Grasses: fescue, ornamental grasses, lawn.
Ground covers: bugleweed, carpet heathers, cotoneaster, ground ivy, periwinkle(sun); bunchberry, ferns, mosses, sweet woodruff, wild ginger, wintergreen (shade).
Ornamentals: petunias, marigold, zinnia, impatiens, geranium.
Generally- if I remember this right from class- you can plant many different types of grasses (yes, there are types!). Call your local nursery, ask if they have any ornamental grasses which prefer a wet environment. Call around if you have to, and get the latin names of the plants, then put together brief descriptions.
not sure if a filter bed is the same as a septic bed but hubby has been planting his veggie garden on ours for last 2 yrs and its done well. Good luck on finding something to plant
Remember whatever you do,that septic tanks have to be cleaned out once in a while.
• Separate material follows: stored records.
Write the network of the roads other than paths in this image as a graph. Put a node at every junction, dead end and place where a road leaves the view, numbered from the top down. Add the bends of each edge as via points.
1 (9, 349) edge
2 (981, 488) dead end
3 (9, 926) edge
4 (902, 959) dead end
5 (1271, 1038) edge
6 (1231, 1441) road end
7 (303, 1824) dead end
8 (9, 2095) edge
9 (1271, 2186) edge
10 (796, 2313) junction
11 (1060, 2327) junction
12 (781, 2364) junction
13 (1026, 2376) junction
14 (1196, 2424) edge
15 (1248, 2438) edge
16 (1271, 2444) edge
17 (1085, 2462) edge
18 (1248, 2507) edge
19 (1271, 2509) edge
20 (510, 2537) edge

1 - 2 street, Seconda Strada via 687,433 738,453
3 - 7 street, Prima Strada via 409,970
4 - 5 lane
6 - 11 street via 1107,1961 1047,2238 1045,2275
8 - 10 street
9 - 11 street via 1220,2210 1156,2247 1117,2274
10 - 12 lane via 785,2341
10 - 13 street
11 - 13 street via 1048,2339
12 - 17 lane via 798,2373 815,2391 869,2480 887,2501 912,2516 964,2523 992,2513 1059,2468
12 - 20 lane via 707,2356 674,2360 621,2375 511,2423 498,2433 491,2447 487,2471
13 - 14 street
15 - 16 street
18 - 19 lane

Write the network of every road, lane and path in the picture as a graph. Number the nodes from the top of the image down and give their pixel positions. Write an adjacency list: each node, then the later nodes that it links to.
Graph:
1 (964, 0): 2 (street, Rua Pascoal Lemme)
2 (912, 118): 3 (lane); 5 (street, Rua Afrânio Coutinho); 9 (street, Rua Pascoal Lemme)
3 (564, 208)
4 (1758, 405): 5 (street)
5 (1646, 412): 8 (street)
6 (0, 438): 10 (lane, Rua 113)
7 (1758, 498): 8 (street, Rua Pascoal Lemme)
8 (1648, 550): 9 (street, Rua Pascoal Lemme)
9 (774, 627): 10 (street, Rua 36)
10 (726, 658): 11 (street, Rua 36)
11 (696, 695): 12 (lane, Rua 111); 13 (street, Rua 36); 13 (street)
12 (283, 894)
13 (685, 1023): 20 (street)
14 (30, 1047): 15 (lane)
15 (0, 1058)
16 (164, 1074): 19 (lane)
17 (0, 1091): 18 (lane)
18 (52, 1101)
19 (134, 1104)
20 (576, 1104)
The only way to do that is to uncover the septic tank and open it up. So be careful not to plant anything that is precious to you. Or anything that cannot be torn out or transplanted when the need arises.
Unless there is a problem, tanks don't need to be cleaned out often. But proper maintenance requires a clean out,
Hope this helps. I use a combination of items on mine. A rusted folding chair, rusty lantern, piece of rope and old cowboy boots for decoration. We live in Arizona so a western theme works for us.
We have tulips over our unused septic tank. We also have day lilies and easter lilies. Hope that helps.
The previous owners of our home planted three English laurel bushes on top of the septic field. They have grown quite big and I'm concerned that the root system will damage the septic system. I started scraping the surface ground away and the roots appear to run close to the surface of the ground. Do you know how deep the roots grow?